PROBLEM DETAILS:
Every line containing the word "links" is to be copied from the data below.

(Stored items)
--- START ---

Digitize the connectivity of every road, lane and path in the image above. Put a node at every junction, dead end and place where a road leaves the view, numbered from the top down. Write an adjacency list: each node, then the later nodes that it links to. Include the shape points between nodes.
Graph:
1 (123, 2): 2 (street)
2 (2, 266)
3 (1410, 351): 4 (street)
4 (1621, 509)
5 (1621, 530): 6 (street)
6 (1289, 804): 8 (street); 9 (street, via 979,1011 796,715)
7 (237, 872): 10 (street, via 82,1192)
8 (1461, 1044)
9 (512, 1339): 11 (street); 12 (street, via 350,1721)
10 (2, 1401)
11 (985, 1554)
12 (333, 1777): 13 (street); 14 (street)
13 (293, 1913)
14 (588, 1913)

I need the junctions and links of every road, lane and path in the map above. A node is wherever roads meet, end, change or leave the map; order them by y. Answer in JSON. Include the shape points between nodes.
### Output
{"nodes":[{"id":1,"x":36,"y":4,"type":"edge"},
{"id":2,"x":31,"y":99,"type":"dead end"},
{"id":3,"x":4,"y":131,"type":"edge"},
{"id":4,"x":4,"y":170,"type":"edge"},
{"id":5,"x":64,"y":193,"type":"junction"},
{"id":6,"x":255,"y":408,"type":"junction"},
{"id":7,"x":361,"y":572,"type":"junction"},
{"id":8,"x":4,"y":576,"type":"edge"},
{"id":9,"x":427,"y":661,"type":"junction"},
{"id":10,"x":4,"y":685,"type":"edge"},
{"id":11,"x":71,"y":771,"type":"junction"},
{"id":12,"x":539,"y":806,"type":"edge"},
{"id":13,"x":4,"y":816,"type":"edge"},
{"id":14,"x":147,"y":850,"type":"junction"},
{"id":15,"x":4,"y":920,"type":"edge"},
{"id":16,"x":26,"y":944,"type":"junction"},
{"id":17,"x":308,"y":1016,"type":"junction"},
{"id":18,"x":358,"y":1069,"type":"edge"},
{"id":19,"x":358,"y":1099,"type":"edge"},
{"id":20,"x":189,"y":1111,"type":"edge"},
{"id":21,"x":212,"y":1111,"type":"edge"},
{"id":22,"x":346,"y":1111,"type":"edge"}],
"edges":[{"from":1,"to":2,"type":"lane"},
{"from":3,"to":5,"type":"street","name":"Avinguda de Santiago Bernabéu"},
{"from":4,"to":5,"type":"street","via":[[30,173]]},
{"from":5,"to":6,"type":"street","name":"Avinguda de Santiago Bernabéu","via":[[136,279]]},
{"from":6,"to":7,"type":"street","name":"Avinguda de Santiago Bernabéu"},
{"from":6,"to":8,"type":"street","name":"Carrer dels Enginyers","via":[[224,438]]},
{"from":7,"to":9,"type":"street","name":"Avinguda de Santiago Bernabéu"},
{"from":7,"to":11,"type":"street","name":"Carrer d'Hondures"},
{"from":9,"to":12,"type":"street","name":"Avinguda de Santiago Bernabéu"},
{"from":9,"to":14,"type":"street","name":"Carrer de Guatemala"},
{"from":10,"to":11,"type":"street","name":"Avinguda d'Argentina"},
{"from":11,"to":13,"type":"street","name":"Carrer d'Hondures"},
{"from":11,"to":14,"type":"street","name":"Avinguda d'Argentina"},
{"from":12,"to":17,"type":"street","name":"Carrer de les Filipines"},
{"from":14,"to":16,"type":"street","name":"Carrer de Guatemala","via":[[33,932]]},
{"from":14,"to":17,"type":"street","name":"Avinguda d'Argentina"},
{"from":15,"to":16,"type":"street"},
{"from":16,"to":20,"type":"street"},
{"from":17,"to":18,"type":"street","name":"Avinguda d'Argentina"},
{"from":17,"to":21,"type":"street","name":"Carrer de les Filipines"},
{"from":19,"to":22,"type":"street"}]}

--- END ---

OUTPUT OF THE EXERCISE:
Digitize the connectivity of every road, lane and path in the image above. Put a node at every junction, dead end and place where a road leaves the view, numbered from the top down. Write an adjacency list: each node, then the later nodes that it links to. Include the shape points between nodes.
I need the junctions and links of every road, lane and path in the map above. A node is wherever roads meet, end, change or leave the map; order them by y. Answer in JSON. Include the shape points between nodes.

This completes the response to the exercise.